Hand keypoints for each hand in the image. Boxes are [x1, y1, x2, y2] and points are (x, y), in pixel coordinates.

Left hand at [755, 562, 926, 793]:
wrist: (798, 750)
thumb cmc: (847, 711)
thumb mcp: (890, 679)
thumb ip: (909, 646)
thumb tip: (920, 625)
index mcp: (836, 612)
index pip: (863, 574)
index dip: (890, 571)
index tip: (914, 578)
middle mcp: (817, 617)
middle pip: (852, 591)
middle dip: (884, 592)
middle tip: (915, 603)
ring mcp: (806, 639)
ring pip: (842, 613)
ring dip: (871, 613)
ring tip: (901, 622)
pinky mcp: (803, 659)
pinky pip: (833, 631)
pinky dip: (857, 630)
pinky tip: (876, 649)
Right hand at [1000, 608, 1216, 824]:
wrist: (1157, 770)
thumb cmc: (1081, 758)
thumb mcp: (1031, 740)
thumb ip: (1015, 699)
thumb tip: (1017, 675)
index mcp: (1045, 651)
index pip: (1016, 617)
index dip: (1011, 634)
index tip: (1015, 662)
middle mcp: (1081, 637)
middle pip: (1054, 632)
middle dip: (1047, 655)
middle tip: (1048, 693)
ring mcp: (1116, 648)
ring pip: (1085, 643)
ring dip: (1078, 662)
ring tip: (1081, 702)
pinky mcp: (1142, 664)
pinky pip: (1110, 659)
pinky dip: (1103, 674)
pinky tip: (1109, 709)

━━━━

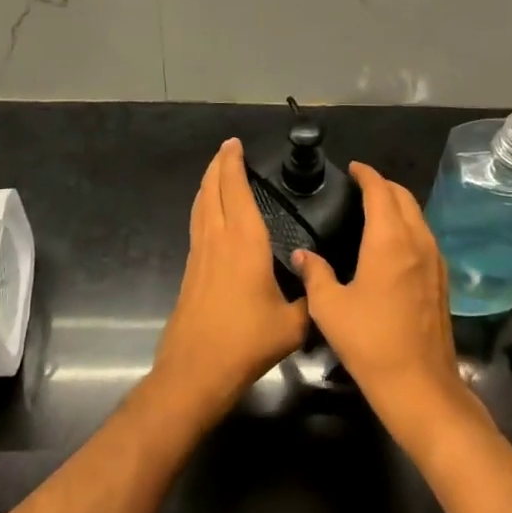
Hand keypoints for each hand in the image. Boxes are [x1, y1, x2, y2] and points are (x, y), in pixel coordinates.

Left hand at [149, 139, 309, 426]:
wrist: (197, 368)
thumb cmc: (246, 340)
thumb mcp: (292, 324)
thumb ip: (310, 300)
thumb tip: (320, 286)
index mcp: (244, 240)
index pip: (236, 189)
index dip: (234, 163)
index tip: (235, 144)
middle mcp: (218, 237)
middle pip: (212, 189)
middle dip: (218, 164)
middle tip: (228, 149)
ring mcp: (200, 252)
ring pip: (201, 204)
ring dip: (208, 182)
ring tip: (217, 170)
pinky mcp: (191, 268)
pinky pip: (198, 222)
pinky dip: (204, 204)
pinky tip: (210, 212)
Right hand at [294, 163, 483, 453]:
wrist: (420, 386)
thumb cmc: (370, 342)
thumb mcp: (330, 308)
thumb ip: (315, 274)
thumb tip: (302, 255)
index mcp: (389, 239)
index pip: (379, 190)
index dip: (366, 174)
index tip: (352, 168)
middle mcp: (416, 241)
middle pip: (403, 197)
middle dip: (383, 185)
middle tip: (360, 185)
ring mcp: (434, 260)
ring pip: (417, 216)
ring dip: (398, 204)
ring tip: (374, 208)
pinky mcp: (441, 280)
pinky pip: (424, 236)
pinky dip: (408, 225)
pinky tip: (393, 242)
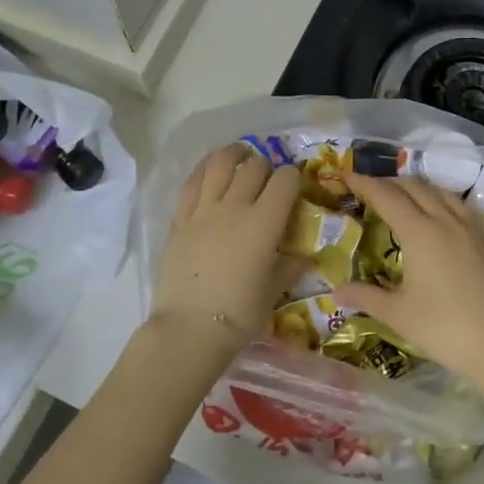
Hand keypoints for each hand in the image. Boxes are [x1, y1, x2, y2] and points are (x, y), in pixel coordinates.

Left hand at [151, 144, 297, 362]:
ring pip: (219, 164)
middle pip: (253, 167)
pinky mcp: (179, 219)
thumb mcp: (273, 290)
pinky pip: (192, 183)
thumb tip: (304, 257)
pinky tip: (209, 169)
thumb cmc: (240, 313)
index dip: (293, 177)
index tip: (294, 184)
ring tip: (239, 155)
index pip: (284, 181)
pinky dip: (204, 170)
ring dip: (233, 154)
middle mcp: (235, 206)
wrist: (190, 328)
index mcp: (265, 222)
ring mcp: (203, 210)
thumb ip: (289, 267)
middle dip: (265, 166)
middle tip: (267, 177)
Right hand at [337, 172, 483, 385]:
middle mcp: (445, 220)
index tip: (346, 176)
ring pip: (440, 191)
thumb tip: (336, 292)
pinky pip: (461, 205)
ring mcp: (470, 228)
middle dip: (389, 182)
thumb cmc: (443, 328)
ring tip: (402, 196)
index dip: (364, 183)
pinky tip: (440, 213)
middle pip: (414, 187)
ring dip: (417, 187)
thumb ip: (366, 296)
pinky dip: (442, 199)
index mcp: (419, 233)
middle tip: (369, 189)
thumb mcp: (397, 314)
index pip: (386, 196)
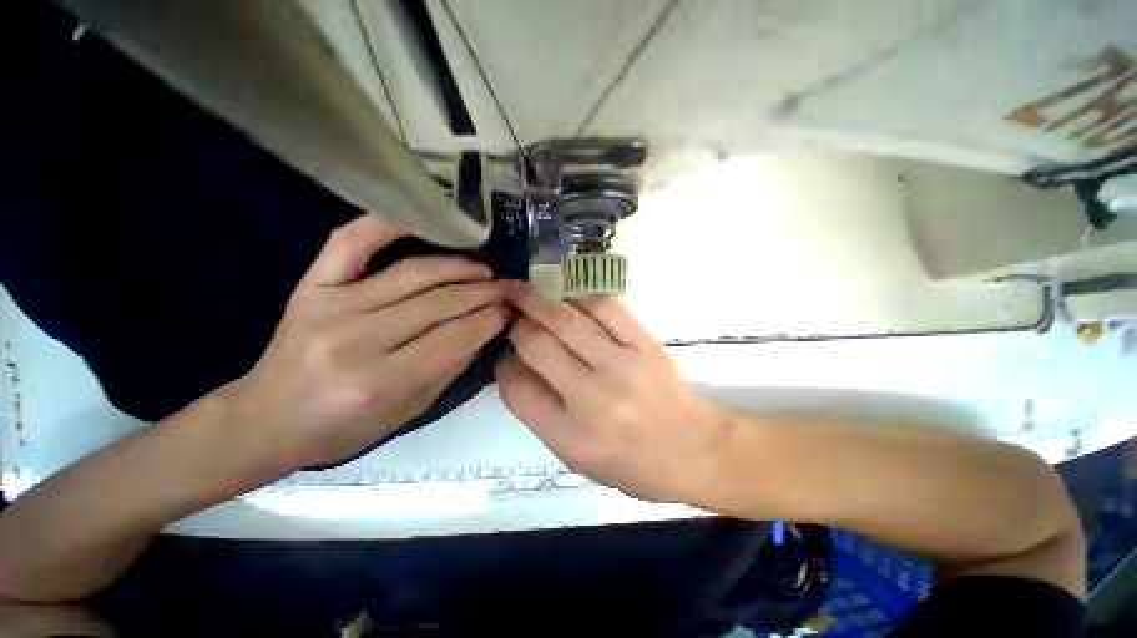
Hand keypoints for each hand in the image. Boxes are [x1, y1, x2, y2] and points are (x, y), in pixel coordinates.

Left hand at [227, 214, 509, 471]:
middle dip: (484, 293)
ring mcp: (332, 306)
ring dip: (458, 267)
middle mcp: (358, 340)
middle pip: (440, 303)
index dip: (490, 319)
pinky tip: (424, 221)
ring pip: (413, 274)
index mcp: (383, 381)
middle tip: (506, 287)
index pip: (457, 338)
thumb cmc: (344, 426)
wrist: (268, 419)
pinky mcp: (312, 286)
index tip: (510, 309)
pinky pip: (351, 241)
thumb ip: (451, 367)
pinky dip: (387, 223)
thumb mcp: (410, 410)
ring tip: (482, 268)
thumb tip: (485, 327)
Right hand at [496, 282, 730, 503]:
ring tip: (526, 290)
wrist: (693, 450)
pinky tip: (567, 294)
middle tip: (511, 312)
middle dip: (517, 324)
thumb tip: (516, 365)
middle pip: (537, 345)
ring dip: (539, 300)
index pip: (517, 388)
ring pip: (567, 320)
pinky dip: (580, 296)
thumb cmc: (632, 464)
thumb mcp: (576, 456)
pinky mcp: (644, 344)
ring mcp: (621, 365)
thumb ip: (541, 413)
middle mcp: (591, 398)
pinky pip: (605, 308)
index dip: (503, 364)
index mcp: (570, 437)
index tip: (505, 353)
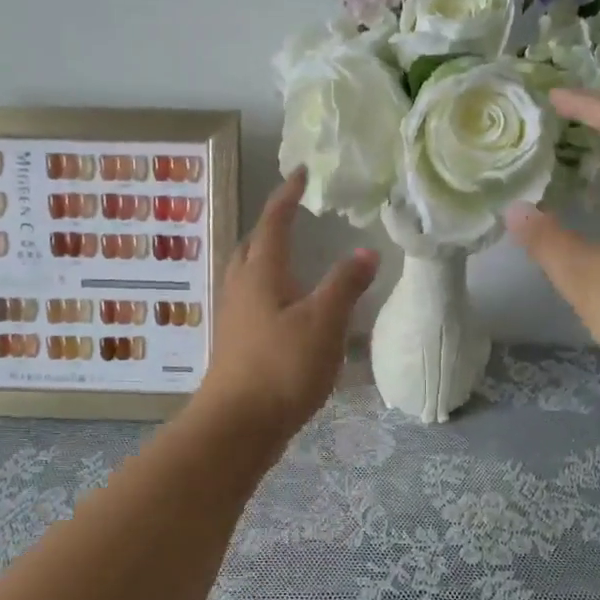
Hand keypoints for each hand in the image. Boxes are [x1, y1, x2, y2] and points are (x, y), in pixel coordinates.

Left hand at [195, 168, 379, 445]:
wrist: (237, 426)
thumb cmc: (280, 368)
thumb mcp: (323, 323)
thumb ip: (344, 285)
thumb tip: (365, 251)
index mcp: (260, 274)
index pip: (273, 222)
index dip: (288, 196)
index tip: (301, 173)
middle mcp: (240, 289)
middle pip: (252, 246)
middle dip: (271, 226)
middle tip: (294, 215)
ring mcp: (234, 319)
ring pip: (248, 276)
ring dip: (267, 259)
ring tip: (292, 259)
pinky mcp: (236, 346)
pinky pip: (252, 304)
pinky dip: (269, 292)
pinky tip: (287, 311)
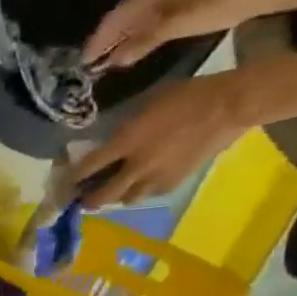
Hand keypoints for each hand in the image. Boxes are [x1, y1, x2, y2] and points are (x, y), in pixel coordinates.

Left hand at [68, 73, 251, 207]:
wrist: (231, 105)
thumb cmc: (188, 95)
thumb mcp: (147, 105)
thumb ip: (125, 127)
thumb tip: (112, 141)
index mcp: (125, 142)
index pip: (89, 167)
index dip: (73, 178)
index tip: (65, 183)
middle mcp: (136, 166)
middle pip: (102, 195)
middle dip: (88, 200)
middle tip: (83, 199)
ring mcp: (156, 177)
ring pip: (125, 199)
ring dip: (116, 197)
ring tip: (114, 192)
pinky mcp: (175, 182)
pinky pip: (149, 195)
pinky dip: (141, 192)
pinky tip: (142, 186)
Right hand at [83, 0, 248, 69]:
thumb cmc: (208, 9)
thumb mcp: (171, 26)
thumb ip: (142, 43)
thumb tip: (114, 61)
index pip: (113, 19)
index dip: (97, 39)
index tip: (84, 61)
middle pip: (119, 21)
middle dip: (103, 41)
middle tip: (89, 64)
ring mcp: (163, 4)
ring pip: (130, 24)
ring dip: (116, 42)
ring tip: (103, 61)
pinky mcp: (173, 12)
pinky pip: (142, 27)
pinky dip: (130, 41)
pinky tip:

━━━━

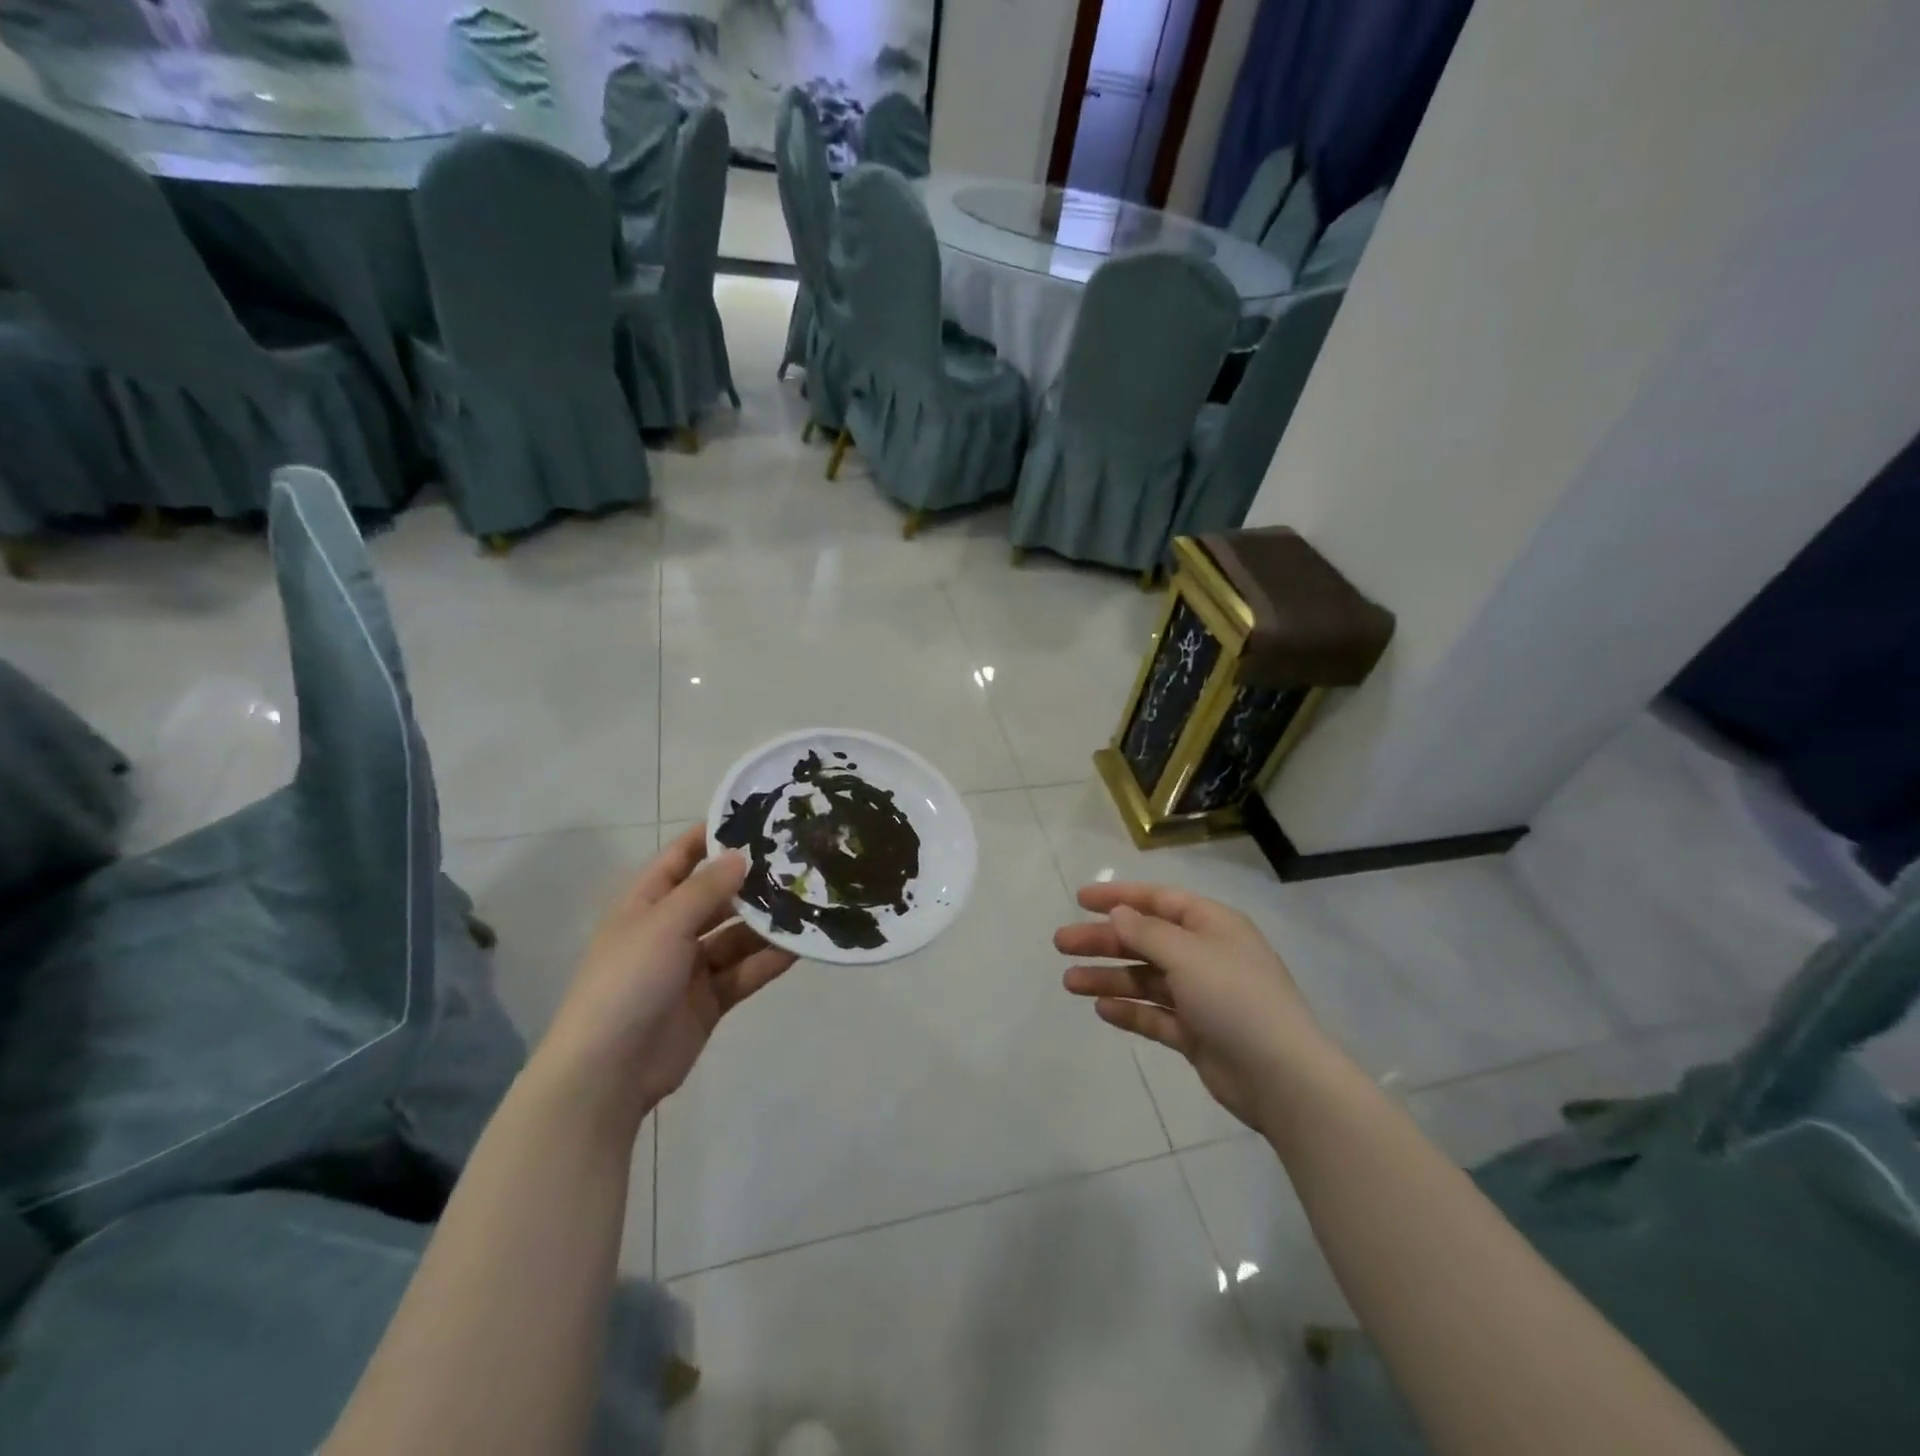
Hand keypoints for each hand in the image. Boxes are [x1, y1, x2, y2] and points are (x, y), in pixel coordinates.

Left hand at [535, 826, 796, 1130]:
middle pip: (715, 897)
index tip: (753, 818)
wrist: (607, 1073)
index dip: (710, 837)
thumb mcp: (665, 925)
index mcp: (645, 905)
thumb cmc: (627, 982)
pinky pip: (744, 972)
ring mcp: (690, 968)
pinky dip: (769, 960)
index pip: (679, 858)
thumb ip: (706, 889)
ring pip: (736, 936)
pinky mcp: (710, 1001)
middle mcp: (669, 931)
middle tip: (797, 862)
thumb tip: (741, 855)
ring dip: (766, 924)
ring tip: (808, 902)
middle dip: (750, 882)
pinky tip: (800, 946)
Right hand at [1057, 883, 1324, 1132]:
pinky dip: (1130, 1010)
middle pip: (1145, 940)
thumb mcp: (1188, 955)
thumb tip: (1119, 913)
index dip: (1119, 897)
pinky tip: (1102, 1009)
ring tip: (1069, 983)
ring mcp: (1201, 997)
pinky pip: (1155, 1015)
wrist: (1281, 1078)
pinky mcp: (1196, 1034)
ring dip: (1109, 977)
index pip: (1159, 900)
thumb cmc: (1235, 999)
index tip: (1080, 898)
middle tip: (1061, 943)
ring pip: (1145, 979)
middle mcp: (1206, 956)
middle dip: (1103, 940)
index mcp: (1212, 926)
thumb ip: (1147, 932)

━━━━

## PROBLEM STATEMENT
For this exercise, transcribe exactly the part of the records above that opens with the line containing "middle mcp: (218, 237)" and closes with the one containing "thumb cmc: (240, 313)". Pictures are not part of the copy.

## THE COMPLETED TASK
middle mcp: (218, 237)
middle pip: (212, 189)
middle dip: (218, 164)
middle tip: (228, 149)
ring mcp: (200, 252)
ring pip: (201, 204)
ring dip: (208, 182)
ring tip: (217, 170)
pinky mcp: (191, 268)
pinky pip: (198, 222)
pinky dip: (204, 204)
pinky tip: (210, 212)
Right hand at [294, 163, 483, 453]:
wrist: (420, 386)
thumb cmc: (370, 342)
thumb mcp: (330, 308)
thumb ip: (315, 274)
thumb tip: (302, 255)
index mcp: (389, 239)
index pip: (379, 190)
index dip: (366, 174)
index tip: (352, 168)
middle mcp: (416, 241)
middle pip: (403, 197)
middle dip: (383, 185)
middle tip: (360, 185)
ring mcp: (434, 260)
ring pip: (417, 216)
ring dip: (398, 204)
ring tip: (374, 208)
pinky mcp: (441, 280)
pinky pip: (424, 236)
pinky dip: (408, 225)
pinky tip: (393, 242)
Hand keypoints for each hand in the image. Boxes are [x1, y1, x2, y2] and points are (x, y), in pixel coordinates.

Left hand at [151, 144, 297, 362]:
ring pip: (219, 164)
middle pip: (253, 167)
pinky mcp: (179, 219)
thumb mcp: (273, 290)
pinky pip: (192, 183)
thumb tip: (304, 257)
pinky tip: (209, 169)
thumb cmc: (240, 313)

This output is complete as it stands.